Leaving out all pictures, return the records word for word.

[Stored data entries]
○ ○ ○ ○ ○
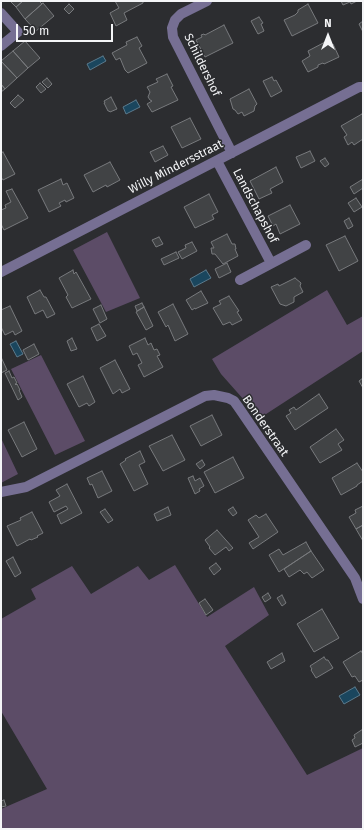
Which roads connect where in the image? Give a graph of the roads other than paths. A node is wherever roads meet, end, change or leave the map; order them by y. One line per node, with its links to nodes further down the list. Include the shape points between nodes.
1 (206, 1): 5 (street, Schildershof, via 175,20 172,28 173,37)
2 (1, 13): 3 (street, via 18,32)
3 (1, 46)
4 (363, 87): 5 (street, Willy Mindersstraat)
5 (232, 153): 6 (street, Willy Mindersstraat)
6 (217, 161): 8 (street, Landschapshof); 9 (street, Willy Mindersstraat)
7 (306, 245): 8 (street, Landschapshof)
8 (271, 262): 10 (street, Landschapshof)
9 (1, 272)
10 (240, 280)
11 (1, 492): 12 (street, Bonderstraat, via 26,487 205,396 228,398 239,408 355,578)
12 (363, 599)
○ ○ ○ ○ ○
Answer to this exercise:
Which roads connect where in the image? Give a graph of the roads other than paths. A node is wherever roads meet, end, change or leave the map; order them by y. One line per node, with its links to nodes further down the list. Include the shape points between nodes.
1 (206, 1): 5 (street, Schildershof, via 175,20 172,28 173,37)
2 (1, 13): 3 (street, via 18,32)
3 (1, 46)
4 (363, 87): 5 (street, Willy Mindersstraat)
5 (232, 153): 6 (street, Willy Mindersstraat)
6 (217, 161): 8 (street, Landschapshof); 9 (street, Willy Mindersstraat)
7 (306, 245): 8 (street, Landschapshof)
8 (271, 262): 10 (street, Landschapshof)
9 (1, 272)
10 (240, 280)
11 (1, 492): 12 (street, Bonderstraat, via 26,487 205,396 228,398 239,408 355,578)
12 (363, 599)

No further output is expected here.